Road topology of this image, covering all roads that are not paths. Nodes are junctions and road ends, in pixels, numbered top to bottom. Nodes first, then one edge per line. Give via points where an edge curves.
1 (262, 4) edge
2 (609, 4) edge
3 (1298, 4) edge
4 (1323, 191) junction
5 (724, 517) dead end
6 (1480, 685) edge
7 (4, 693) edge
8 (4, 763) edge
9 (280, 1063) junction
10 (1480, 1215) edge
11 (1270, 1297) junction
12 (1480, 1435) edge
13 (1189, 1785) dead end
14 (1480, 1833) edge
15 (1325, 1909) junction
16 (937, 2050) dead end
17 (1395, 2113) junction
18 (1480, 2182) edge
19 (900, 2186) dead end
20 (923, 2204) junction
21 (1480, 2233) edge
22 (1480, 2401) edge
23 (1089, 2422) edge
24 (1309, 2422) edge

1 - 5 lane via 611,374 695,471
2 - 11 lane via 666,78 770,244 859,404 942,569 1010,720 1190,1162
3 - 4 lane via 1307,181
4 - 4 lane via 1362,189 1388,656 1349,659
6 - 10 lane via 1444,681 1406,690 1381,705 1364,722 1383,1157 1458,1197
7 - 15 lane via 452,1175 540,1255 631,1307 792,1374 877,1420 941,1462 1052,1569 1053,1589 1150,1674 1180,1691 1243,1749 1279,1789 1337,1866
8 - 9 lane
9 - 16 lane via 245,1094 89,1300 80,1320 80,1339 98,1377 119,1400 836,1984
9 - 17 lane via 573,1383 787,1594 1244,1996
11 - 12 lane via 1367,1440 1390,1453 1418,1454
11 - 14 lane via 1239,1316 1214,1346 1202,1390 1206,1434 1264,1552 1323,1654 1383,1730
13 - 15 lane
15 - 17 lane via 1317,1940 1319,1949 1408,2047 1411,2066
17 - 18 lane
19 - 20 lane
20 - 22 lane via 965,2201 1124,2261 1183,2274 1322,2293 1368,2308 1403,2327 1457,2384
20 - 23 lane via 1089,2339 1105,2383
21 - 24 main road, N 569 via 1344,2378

◆ ◆ ◆ ◆

Requirement
The string "road" may appear on lines of the data above; give the number of those lines and nothing more.

Exercise output
2